Een mens lijdt het meest door het lijden dat hij vreest, zeggen ze, dus waarschijnlijk is het idee van tien  vogelspinnen die over je blote lijf lopen veel angstaanjagender dan dat het echt gebeurt. Zelf ben ik niet van plan die theorie te testen. Dan maar niet de geschiedenisboekjes in als briljant wetenschapper.

Voor het vak goederenrecht geldt waarschijnlijk hetzelfde: het hele idee van dat vak zal dramatischer zijn dan het echt doen, en als ik volgend jaar wil afstuderen zal ik díe theorie dus wel moeten testen dit jaar. Goederenrecht, tentamen, meerkeuzevragen… Een mens gaat van minder aan de drank.

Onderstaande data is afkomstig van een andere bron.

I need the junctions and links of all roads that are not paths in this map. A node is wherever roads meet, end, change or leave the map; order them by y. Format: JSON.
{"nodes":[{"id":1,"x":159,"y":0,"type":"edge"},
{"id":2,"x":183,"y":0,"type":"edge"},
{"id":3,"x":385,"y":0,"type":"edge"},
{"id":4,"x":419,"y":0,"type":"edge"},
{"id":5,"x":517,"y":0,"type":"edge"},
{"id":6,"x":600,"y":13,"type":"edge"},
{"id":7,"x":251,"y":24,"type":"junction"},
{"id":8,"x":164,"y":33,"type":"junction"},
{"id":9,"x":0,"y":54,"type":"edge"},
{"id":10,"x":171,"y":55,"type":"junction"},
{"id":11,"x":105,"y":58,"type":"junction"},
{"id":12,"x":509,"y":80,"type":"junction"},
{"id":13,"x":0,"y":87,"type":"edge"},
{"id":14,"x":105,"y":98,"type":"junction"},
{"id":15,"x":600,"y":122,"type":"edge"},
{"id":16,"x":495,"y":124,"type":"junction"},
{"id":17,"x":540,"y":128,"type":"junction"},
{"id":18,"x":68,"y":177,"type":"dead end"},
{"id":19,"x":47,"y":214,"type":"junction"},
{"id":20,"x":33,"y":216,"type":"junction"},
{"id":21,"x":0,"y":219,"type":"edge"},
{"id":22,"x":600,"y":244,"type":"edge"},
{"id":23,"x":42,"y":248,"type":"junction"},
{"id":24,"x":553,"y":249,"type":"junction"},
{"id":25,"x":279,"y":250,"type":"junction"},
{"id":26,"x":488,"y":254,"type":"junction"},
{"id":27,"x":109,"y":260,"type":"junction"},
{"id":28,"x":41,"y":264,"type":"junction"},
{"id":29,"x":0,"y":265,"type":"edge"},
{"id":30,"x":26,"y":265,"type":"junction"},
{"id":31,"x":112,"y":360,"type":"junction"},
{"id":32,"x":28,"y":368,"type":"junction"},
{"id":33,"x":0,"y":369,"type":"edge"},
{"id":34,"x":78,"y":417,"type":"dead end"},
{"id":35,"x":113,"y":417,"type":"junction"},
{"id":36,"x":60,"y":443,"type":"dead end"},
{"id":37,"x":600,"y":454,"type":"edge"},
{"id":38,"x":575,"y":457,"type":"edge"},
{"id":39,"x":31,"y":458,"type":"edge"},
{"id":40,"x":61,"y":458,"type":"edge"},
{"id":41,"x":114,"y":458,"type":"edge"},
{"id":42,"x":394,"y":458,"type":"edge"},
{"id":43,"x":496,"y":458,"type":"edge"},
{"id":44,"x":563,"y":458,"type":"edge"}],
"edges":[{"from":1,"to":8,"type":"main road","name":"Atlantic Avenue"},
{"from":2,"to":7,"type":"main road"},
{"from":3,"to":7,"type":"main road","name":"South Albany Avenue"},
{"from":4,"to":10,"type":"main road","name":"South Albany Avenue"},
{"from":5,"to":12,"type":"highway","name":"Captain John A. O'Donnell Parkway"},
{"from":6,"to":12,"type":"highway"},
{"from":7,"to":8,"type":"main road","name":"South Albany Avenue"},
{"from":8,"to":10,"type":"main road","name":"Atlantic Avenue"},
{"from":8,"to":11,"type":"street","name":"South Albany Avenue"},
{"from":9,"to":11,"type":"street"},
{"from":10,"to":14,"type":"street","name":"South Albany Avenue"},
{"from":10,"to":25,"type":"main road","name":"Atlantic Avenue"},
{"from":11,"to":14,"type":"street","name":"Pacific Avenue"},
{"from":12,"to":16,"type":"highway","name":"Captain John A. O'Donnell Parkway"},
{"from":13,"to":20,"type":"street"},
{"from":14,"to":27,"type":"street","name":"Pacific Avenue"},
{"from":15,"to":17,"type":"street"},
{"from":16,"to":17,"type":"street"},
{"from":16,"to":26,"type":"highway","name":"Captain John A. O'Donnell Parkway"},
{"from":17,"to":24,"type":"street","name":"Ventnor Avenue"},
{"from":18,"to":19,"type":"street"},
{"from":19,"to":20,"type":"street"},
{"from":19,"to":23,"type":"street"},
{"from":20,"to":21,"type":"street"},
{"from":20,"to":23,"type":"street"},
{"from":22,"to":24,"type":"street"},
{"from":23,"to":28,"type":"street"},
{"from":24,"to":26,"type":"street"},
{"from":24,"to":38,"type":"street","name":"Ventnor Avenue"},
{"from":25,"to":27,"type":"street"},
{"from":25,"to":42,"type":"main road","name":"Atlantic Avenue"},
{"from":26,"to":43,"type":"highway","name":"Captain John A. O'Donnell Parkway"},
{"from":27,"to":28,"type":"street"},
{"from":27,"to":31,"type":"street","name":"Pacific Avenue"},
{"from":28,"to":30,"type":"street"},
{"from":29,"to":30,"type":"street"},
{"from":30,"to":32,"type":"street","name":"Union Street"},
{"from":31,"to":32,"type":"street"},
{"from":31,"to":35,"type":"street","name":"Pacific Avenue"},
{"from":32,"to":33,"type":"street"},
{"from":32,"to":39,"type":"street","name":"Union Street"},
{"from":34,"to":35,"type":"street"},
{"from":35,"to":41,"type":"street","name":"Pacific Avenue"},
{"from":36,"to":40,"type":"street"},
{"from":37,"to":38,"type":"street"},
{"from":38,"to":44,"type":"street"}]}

Kijk je naar mijn boekenkast, dan krijg je misschien de indruk dat ik goederenrecht hartstikke leuk vind. Behalve de boeken die bij het vak horen, heb ik ook aanvullende literatuur staan. Alles om me door dat tentamen te trekken. Ik onthoud alleen de verkeerde dingen. Lees ik een stuk tekst over hoofdzaak en bestanddeel, whisky met ijsklontjes, dan blijft bij mij alleen hangen dat het -blijkbaar- een doodzonde is om ijsklontjes in een glas whisky te doen. Niet de kennis die me gaat helpen bij het tentamen.

Het wordt me ook niet makkelijk gemaakt om het vak leuk te vinden. Ik las ooit een tekst over een kogel in een dode soldaat met de vraag van wie die kogel is. Dát vond ik dan wel weer interessant, maar die publicatie kan ik nergens vinden. Het is een oude publicatie (1917) en Duits, maar die zou toch érgens te vinden moeten zijn? Wíl ik eens helemaal vrijwillig iets verdiepends lezen…

Wat me ook een beetje zorgen baart is dat ik het vak blijkbaar wel leuk ga vinden als je er maar lijken en, al dan niet losse, lichaamsdelen tegenaan gooit. Van wie is een afgehakt been, bijvoorbeeld. Of iets beschaafder: is de tandarts de eigenaar van de kiezen die hij net getrokken heeft. Aardige materie als je het mij vraagt en zéker iets waarvan ik het leuk vind om me erin te verdiepen. Maar aan de kennis dat een lijk geen zaak is heb ik natuurlijk geen barst bij een vraag als

Xandra cedeert op 1 juli de volgende vorderingen aan Yolanda:

  • de vordering op Anton tot terugbetaling van € 20.000,- op grond van een geldleen, opeisbaar op 15 augustus
  • de vorderingen die zij op grond van een bestaande huurovereenkomst met Berend zal verkrijgen vanaf 1 juli

Xandra failleert op 1 augustus.

Welke vordering valt in de faillissementsboedel?

Iemand toevallig een paar vogelspinnen te leen?